Faire le sermon en 15 minutes, maximum le jour de la Tabaski en cette période de pandémie est entre autres décisions prises hier mercredi par le Secrétariat chargé des Affaires Religieuses dans un communiqué. Si pour certains le temps est minime par rapport aux conseils qui seront prodigués par les imams, pour Elhadj Mansour Fadiga, le temps importe peu dans ce cas de figure.
Le doyen des imams de Guinée dit apprécié à sa juste valeur cette décision du SGAR.

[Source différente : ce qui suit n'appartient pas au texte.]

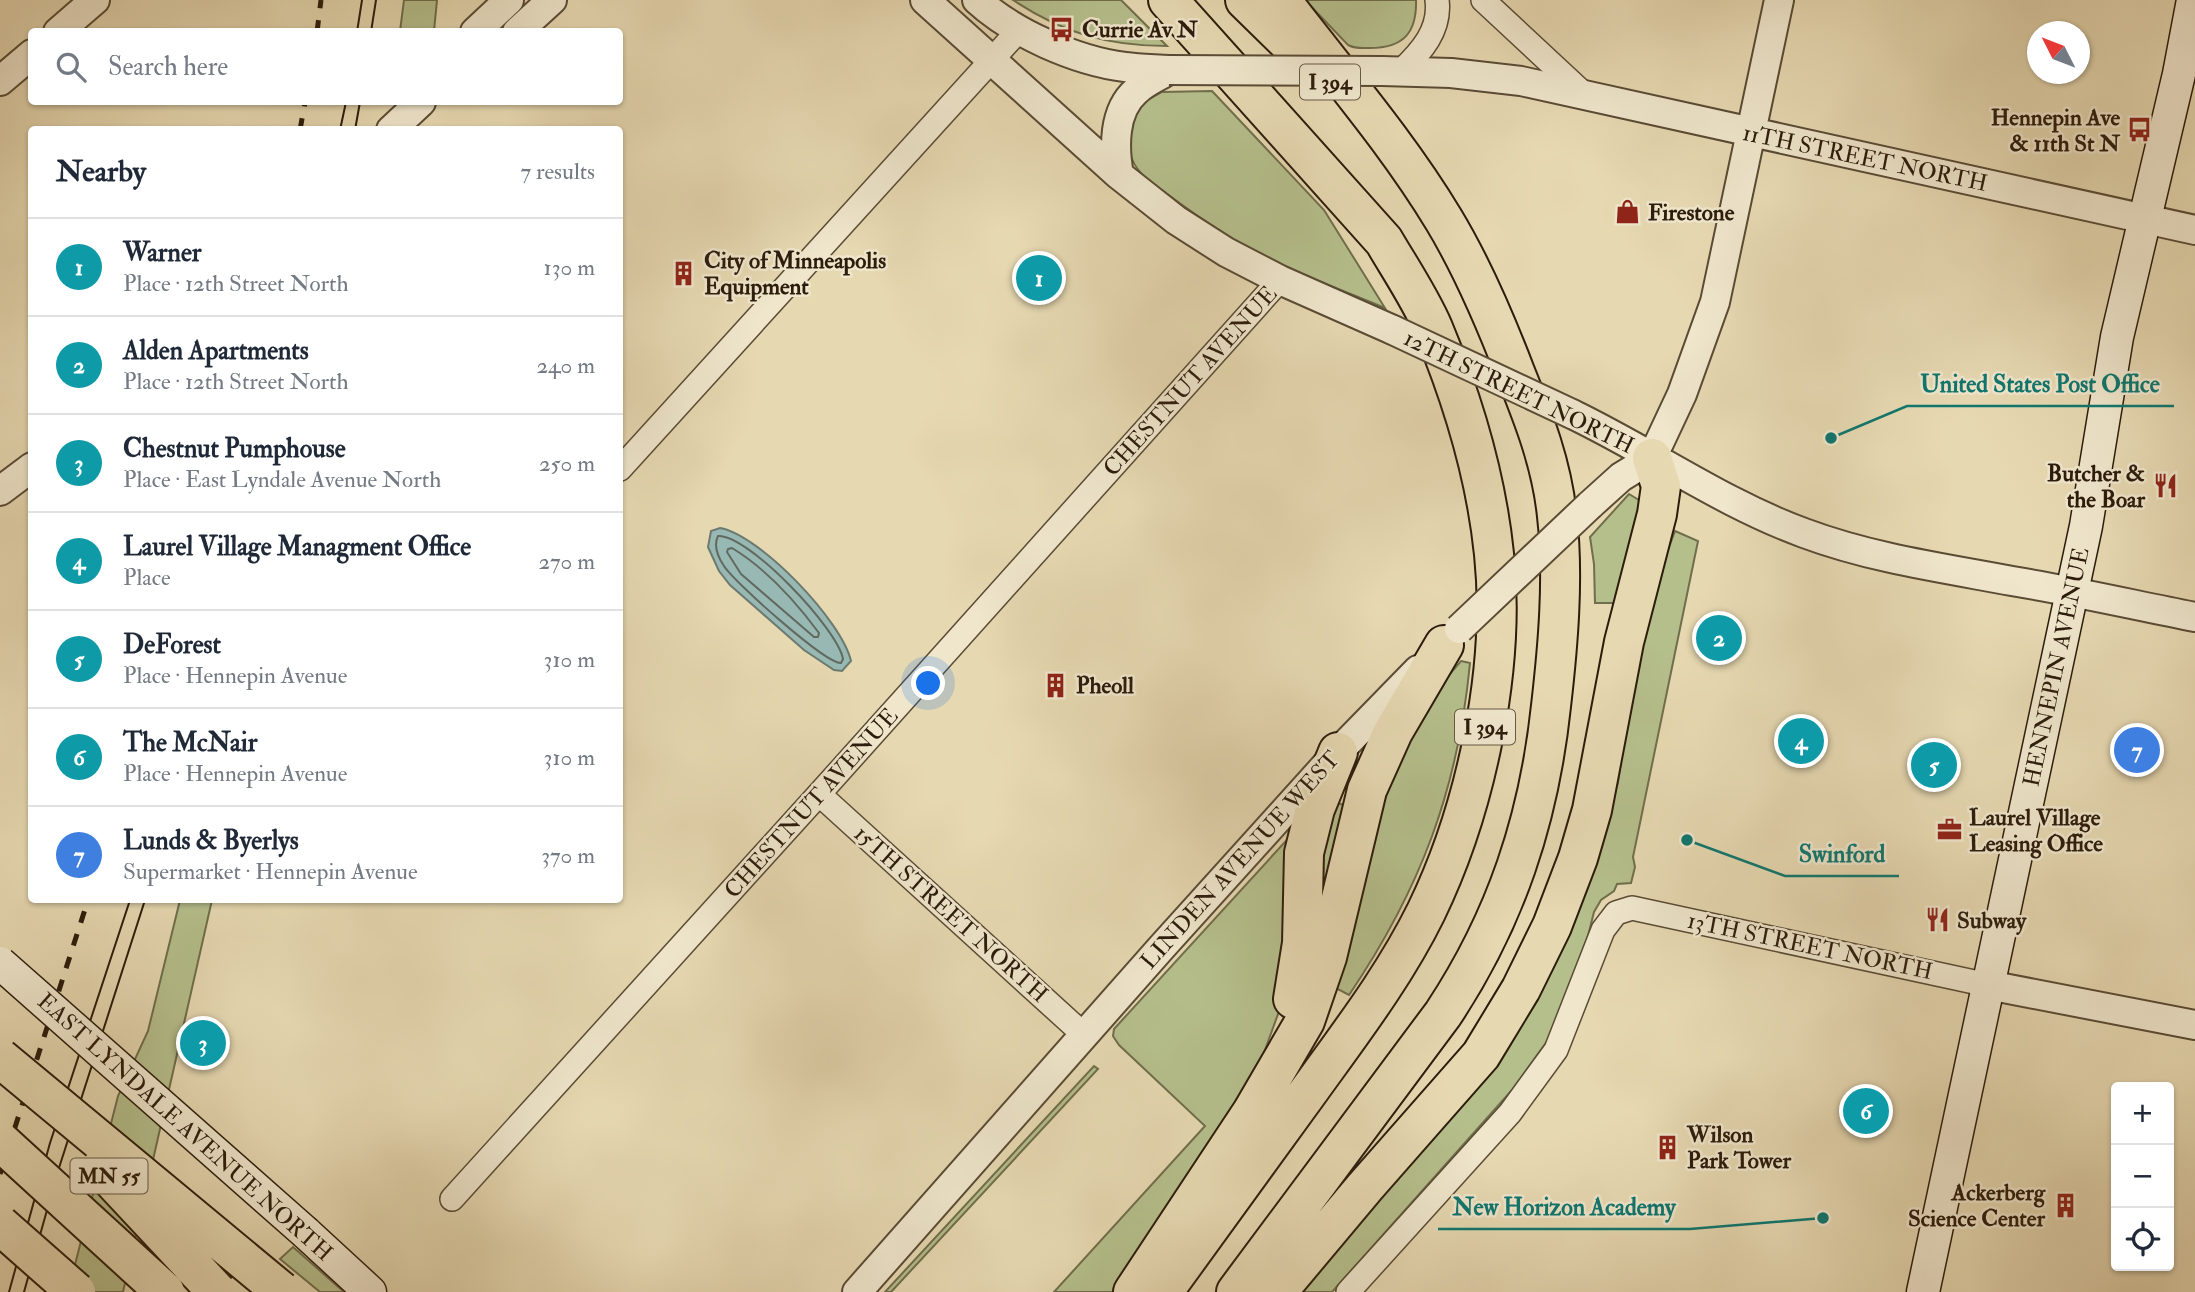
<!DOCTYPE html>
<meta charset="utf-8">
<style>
:root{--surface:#fff;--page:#f2f2f3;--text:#1f2937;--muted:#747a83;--line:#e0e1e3;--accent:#0b8043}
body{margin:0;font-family:"IM FELL Double Pica",serif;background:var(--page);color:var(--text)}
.controls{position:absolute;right:21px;bottom:21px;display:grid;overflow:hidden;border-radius:7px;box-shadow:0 2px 5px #0004}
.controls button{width:63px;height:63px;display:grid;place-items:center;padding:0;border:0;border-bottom:2px solid var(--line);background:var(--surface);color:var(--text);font:35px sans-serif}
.compass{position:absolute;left:2027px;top:21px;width:63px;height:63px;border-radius:50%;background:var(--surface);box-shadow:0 2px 5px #0004;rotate:312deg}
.you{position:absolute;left:929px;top:684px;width:24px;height:24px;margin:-18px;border:5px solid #fff;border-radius:50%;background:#1a73e8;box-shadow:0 0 0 10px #1a73e833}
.badge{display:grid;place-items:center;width:46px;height:46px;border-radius:50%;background:var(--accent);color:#fff;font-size:23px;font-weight:700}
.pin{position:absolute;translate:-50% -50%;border:4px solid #fff;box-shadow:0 2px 7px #0006}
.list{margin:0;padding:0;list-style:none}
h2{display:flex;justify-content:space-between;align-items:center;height:91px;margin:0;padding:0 28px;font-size:30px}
h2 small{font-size:23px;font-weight:400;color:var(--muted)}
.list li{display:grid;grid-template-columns:46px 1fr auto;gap:21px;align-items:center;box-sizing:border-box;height:98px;padding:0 28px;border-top:2px solid var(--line)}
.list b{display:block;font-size:26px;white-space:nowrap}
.list p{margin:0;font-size:23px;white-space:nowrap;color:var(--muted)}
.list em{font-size:23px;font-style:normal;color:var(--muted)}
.icon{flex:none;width:38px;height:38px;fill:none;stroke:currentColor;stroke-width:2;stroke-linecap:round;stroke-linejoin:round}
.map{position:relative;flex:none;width:2195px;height:1292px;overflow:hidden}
.search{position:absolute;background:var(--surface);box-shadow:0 2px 5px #0004;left:28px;top:28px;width:595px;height:77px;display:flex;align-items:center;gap:18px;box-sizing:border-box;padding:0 24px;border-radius:7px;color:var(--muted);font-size:26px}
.panel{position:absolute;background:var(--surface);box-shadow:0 2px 5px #0004;left:28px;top:126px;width:595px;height:777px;border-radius:7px}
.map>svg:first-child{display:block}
</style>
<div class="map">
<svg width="2195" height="1292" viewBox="0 0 2195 1292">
<rect width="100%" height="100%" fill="#e6d8b1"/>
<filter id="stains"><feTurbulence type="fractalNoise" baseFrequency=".00286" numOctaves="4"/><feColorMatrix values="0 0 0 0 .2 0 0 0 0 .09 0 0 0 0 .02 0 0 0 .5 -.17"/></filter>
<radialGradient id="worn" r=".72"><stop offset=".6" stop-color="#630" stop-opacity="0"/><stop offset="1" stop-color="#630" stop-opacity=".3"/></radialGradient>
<path fill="#b5bf8c" stroke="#706e4c" stroke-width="2" d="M404 0H437L434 31H400Z
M1013 0H1121L1167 46C1107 46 1063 33 1013 0Z
M1305 0H1416C1417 33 1403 48 1370 48 1361 48 1356 49 1348 45Z
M1212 91 1324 210 1385 308C1342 290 1297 274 1256 252 1227 237 1200 218 1174 199 1159 188 1139 177 1132 159 1125 140 1132 124 1137 106L1162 92Z
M1629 494 1647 505 1617 603H1595L1594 564 1590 537Z
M1675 531 1698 541 1633 857 1635 867 1631 883 1617 884 1614 891 1601 900 1594 912 1588 936 1548 1040 1512 1090 1332 1292H1291L1460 1108 1488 1075 1603 839 1618 782 1636 662 1661 569Z
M1461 661 1470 663C1458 790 1420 890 1349 995L1328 984 1379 796 1443 682Z
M1330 800 1346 806 1325 911 1311 869Z
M1295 831 1282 1003 1265 1050 1247 1097 1119 1292H1054L1205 1126 1119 1045 1113 1036 1114 1029Z
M180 900H212L123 1292H68L118 1096 148 1031Z
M1094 1066 1098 1069 891 1292H885Z
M293 1247 344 1292H320L280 1259Z"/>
<path fill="#97b8b3" stroke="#6c7a70" stroke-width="2" d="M720 528C760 535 842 621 851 661L842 671 834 670 804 650 730 585 719 571 708 547 711 531Z"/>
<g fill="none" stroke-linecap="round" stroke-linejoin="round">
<path stroke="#626a60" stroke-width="2" d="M718 536C748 534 838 629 843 659L841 663C826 664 734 582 724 566 718 557 713 546 718 536Z
M732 548C765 568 796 602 819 633L818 637H814L741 574 727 552 728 549Z"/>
<defs>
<path id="minor" d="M1483 0 1585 95
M1401 71C1421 52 1441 30 1437 0
M620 469 1019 30
M819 794 1083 1034
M452 1199 819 794 1280 280
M1348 1292 1510 1113 1556 1050 1603 930 1616 913 1632 908 1988 985"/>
<path id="tertiary" d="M925 0 1119 175 1176 220 1226 252 1280 280 1393 330
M977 0C1013 33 1076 61 1125 67 1139 69 1154 69 1169 70
M58 32 95 0
M475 32 509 0
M517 32 552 0
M1382 71 1451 73 1521 81 2195 230
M0 81 32 54
M391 130 421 102
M1119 175C1114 148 1113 111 1136 91 1145 82 1158 77 1169 70
M1572 414C1651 452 1722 503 1804 533 1871 558 1942 568 2012 581 2073 591 2134 605 2195 617
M1652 458 1682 394 1715 302 1779 0
M0 491 32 467
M1590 505 1621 477 1652 458
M1988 985 2195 1025
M857 1292 1161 948 1338 752 1418 670"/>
<path id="secondary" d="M306 1233 370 1292
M1923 1292 2086 526 2117 337 2179 74 2193 0"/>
<path id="motorway" d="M1245 0 1294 48
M1293 999 1302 943 1304 853 1315 809 1338 752
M1133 1292 1252 1112 1305 1021 1327 957 1367 790 1393 732 1444 645
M1163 1292C1212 1224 1261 1156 1311 1088 1352 1031 1395 975 1426 912 1476 809 1506 668 1494 554 1486 476 1463 400 1433 328 1420 298 1401 270 1384 241L1168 0
M1236 1292 1443 1014C1506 919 1539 819 1551 706 1558 646 1564 577 1557 516 1552 465 1534 419 1515 372 1495 320 1473 268 1444 220 1397 142 1336 72 1281 0
M1277 1292 1365 1187 1481 1055 1521 989 1552 926 1578 858 1592 810 1624 642 1657 514 1661 486 1652 458"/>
</defs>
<use href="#minor" stroke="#5a4b35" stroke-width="26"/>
<use href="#tertiary" stroke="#5a4b35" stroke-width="32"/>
<use href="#secondary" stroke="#2c1c0c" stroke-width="35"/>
<use href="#motorway" stroke="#2c1c0c" stroke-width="42"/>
<use href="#minor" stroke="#efe6cc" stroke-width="23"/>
<use href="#tertiary" stroke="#efe6cc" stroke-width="28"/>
<use href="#secondary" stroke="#efe6cc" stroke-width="32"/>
<use href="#motorway" stroke="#e6d8b1" stroke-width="38"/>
<path stroke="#2c1c0c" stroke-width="2" d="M357 32 362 0
M371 32 376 0
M340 130 346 102
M355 130 360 102
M9 1292 50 1143 130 900
M24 1292 58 1171 145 900"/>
<path stroke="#2c1c0c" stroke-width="5" stroke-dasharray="12 12" stroke-linecap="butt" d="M317 32 321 0
M300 130 305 102
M0 1174 88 900"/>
<defs>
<path id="tertiary-bridge" d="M1169 70 1382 71
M1393 330 1572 414
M1459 629 1590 505"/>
<path id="secondary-bridge" d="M0 963 306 1233"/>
<path id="motorway-bridge" d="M0 1058 281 1291
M0 1141 165 1292
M101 1168 217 1292
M0 1225 76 1292"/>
</defs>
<use href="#tertiary-bridge" stroke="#5a4b35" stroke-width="32" stroke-linecap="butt"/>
<use href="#secondary-bridge" stroke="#2c1c0c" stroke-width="35" stroke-linecap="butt"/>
<use href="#motorway-bridge" stroke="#2c1c0c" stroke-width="42" stroke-linecap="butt"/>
<use href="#tertiary-bridge" stroke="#efe6cc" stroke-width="28"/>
<use href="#secondary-bridge" stroke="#efe6cc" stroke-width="32"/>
<use href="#motorway-bridge" stroke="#e6d8b1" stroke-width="38"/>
</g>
<defs>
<symbol id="bus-bare" viewBox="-9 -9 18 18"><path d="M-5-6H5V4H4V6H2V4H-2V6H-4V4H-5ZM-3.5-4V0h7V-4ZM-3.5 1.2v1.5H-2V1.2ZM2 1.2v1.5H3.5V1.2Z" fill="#8f2418" stroke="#efe6cc" stroke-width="2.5" paint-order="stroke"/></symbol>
<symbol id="shop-bare" viewBox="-9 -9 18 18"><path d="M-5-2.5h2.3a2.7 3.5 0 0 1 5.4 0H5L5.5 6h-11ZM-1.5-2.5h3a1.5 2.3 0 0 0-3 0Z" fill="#8f2418" stroke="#efe6cc" stroke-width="2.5" paint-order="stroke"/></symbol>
<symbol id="building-bare" viewBox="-9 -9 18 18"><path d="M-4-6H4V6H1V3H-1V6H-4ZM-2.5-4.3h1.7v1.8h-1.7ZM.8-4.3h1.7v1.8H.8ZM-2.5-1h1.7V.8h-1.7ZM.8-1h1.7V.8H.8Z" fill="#8f2418" stroke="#efe6cc" stroke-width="2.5" paint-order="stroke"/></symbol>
<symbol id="restaurant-bare" viewBox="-9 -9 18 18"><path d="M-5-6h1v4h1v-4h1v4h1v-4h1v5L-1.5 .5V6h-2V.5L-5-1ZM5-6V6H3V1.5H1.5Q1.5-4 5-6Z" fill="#8f2418" stroke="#efe6cc" stroke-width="2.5" paint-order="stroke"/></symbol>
<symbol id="office-bare" viewBox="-9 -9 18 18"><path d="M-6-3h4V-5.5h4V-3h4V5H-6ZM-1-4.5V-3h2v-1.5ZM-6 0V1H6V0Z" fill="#8f2418" stroke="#efe6cc" stroke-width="2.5" paint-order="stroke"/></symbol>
</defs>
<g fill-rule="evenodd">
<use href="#bus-bare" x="1044" y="12" width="35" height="35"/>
<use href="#bus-bare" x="2122" y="112" width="35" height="35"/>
<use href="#shop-bare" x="1610" y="194" width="35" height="35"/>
<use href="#building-bare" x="666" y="256" width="35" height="35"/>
<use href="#restaurant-bare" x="2148" y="468" width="35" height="35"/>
<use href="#building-bare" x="1038" y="668" width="35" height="35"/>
<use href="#office-bare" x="1932" y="812" width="35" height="35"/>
<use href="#restaurant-bare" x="1920" y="902" width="35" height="35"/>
<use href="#building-bare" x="1650" y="1130" width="35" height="35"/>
<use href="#building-bare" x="2048" y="1188" width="35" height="35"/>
</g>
<g text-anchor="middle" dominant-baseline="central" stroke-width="5" stroke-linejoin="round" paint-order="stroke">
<g fill="#efe6cc" stroke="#665946" stroke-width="2">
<rect x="1300" y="64.5" width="60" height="35" rx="5"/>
<rect x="1455" y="709.5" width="60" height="35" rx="5"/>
<rect x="70.5" y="1158.5" width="77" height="35" rx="5"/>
</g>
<g font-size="21" font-weight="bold" fill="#2c1c0c">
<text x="1330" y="82">I 394</text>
<text x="1485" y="727">I 394</text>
<text x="109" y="1176">MN 55</text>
</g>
<g font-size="23" font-weight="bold" fill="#2c1c0c" stroke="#efe6cc" text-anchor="start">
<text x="1082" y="29">Currie Av N</text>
<text x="2120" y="117" text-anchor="end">Hennepin Ave<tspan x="2120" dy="26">&amp; 11th St N</tspan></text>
<text x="1648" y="212">Firestone</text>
<text x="704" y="260">City of Minneapolis<tspan x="704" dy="26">Equipment</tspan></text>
<text x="2145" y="473" text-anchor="end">Butcher &amp;<tspan x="2145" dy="26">the Boar</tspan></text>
<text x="1076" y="685">Pheoll</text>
<text x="1969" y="817">Laurel Village<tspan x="1969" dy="26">Leasing Office</tspan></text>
<text x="1957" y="920">Subway</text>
<text x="1687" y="1134">Wilson<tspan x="1687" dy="26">Park Tower</tspan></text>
<text x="2045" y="1192" text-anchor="end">Ackerberg<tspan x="2045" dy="26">Science Center</tspan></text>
</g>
<g font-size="23" fill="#2c1c0c" stroke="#efe6cc">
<text transform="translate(1865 158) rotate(12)">11TH STREET NORTH</text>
<text transform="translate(1190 381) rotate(-48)">CHESTNUT AVENUE</text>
<text transform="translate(1519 392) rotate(26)">12TH STREET NORTH</text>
<text transform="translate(2056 667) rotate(-78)">HENNEPIN AVENUE</text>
<text transform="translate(811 803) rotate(-48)">CHESTNUT AVENUE</text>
<text transform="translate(1240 860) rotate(-48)">LINDEN AVENUE WEST</text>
<text transform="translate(951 914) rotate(42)">15TH STREET NORTH</text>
<text transform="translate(1810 946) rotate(12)">13TH STREET NORTH</text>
<text transform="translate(185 1127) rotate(42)">EAST LYNDALE AVENUE NORTH</text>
</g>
</g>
<path fill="none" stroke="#0f766e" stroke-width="2.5" d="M1831 438L1907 406H2174M1687 840L1785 876H1899M1823 1218L1690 1229H1438"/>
<g fill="#0f766e" stroke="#efe6cc" stroke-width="2.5">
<circle cx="1831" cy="438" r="7"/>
<circle cx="1687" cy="840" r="7"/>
<circle cx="1823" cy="1218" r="7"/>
</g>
<g font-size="24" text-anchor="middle" font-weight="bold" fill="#0f766e" stroke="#efe6cc" stroke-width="5" stroke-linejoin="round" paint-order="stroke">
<text x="2040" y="392">United States Post Office</text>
<text x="1842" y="862">Swinford</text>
<text x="1564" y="1215">New Horizon Academy</text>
</g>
<rect width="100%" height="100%" filter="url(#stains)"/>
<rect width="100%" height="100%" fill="url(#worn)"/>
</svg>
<div class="controls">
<button>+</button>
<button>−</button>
<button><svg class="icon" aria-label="locate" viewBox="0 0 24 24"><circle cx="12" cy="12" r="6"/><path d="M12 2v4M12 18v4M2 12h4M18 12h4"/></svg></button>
</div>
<svg class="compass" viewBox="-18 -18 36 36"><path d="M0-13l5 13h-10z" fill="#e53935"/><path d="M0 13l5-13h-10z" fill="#747a83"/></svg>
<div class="you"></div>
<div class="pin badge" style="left:1039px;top:278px;background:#0f9aa8">1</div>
<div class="pin badge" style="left:1719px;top:638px;background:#0f9aa8">2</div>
<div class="pin badge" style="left:203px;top:1043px;background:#0f9aa8">3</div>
<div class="pin badge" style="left:1801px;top:741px;background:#0f9aa8">4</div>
<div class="pin badge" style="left:1934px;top:765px;background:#0f9aa8">5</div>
<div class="pin badge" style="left:1866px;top:1111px;background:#0f9aa8">6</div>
<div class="pin badge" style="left:2137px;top:750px;background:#3f7fe0">7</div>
<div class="search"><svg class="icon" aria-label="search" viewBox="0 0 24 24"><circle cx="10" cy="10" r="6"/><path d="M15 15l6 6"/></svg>Search here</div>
<section class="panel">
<h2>Nearby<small>7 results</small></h2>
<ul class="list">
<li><span class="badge" style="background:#0f9aa8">1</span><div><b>Warner</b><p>Place · 12th Street North</p></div><em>130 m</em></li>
<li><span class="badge" style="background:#0f9aa8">2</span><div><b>Alden Apartments</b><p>Place · 12th Street North</p></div><em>240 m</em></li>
<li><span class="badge" style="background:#0f9aa8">3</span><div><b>Chestnut Pumphouse</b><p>Place · East Lyndale Avenue North</p></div><em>250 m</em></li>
<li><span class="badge" style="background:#0f9aa8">4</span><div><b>Laurel Village Managment Office</b><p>Place</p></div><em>270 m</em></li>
<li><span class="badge" style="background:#0f9aa8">5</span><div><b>DeForest</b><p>Place · Hennepin Avenue</p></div><em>310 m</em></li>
<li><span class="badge" style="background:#0f9aa8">6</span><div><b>The McNair</b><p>Place · Hennepin Avenue</p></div><em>310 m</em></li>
<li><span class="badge" style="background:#3f7fe0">7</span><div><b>Lunds &amp; Byerlys</b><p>Supermarket · Hennepin Avenue</p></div><em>370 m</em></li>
</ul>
</section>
</div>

Plus loin, il dit être reconnaissant au Secrétariat Général aux Affaires Religieuses et au gouvernement du fait d’avoir autorisé les fidèles musulmans à accomplir ce devoir religieux dans les lieux de cultes ce jour de fête en dépit du nouveau variant delta détecté récemment dans le pays.
« Comme vous le savez mieux que moi, les différentes variantes de cette pandémie existent maintenant en Guinée. Et chez nos voisins, je veux parler de la Sierra Leone, il ya de cela, deux(2) vendredis que les musulmans ne prient plus dans les mosquées. Si nous, nos autorités arrivent d’abord à nous autoriser de prier dans nos mosquées, vraiment nous sommes très reconnaissants de cette position combien positive », apprécie l’imam ratib de la grande mosquée Billal de Nongo.
Pour lui, le temps imparti pour un sermon n’est pas important.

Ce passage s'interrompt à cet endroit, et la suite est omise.